------ Supplied records ------
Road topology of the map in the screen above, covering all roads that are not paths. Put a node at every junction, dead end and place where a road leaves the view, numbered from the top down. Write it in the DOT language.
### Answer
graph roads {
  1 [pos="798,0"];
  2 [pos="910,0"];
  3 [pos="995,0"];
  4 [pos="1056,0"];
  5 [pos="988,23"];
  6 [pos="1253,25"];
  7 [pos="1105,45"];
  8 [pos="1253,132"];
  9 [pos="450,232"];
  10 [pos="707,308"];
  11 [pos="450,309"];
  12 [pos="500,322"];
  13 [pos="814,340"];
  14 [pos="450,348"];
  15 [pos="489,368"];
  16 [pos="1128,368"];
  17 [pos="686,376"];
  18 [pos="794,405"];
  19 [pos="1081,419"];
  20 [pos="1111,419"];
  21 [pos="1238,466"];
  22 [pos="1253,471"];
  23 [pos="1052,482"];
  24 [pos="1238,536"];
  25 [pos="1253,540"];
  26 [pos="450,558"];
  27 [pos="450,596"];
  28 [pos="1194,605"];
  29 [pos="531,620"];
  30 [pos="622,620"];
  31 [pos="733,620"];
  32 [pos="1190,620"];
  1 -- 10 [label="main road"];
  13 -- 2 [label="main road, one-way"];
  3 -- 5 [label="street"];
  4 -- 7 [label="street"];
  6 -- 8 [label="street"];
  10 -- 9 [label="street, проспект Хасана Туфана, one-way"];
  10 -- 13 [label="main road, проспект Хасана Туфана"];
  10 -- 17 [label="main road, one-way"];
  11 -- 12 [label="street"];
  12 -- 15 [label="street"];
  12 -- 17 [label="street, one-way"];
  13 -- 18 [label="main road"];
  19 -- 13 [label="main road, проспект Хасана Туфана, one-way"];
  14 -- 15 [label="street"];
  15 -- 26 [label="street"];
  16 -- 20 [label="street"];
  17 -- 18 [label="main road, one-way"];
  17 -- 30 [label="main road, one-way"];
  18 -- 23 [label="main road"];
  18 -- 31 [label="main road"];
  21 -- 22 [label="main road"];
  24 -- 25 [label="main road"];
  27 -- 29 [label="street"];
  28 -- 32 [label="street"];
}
------
Work instruction:
All of the material must be written out again without any change.

Task answer:
Road topology of the map in the screen above, covering all roads that are not paths. Put a node at every junction, dead end and place where a road leaves the view, numbered from the top down. Write it in the DOT language.
### Answer
graph roads {
  1 [pos="798,0"];
  2 [pos="910,0"];
  3 [pos="995,0"];
  4 [pos="1056,0"];
  5 [pos="988,23"];
  6 [pos="1253,25"];
  7 [pos="1105,45"];
  8 [pos="1253,132"];
  9 [pos="450,232"];
  10 [pos="707,308"];
  11 [pos="450,309"];
  12 [pos="500,322"];
  13 [pos="814,340"];
  14 [pos="450,348"];
  15 [pos="489,368"];
  16 [pos="1128,368"];
  17 [pos="686,376"];
  18 [pos="794,405"];
  19 [pos="1081,419"];
  20 [pos="1111,419"];
  21 [pos="1238,466"];
  22 [pos="1253,471"];
  23 [pos="1052,482"];
  24 [pos="1238,536"];
  25 [pos="1253,540"];
  26 [pos="450,558"];
  27 [pos="450,596"];
  28 [pos="1194,605"];
  29 [pos="531,620"];
  30 [pos="622,620"];
  31 [pos="733,620"];
  32 [pos="1190,620"];
  1 -- 10 [label="main road"];
  13 -- 2 [label="main road, one-way"];
  3 -- 5 [label="street"];
  4 -- 7 [label="street"];
  6 -- 8 [label="street"];
  10 -- 9 [label="street, проспект Хасана Туфана, one-way"];
  10 -- 13 [label="main road, проспект Хасана Туфана"];
  10 -- 17 [label="main road, one-way"];
  11 -- 12 [label="street"];
  12 -- 15 [label="street"];
  12 -- 17 [label="street, one-way"];
  13 -- 18 [label="main road"];
  19 -- 13 [label="main road, проспект Хасана Туфана, one-way"];
  14 -- 15 [label="street"];
  15 -- 26 [label="street"];
  16 -- 20 [label="street"];
  17 -- 18 [label="main road, one-way"];
  17 -- 30 [label="main road, one-way"];
  18 -- 23 [label="main road"];
  18 -- 31 [label="main road"];
  21 -- 22 [label="main road"];
  24 -- 25 [label="main road"];
  27 -- 29 [label="street"];
  28 -- 32 [label="street"];
}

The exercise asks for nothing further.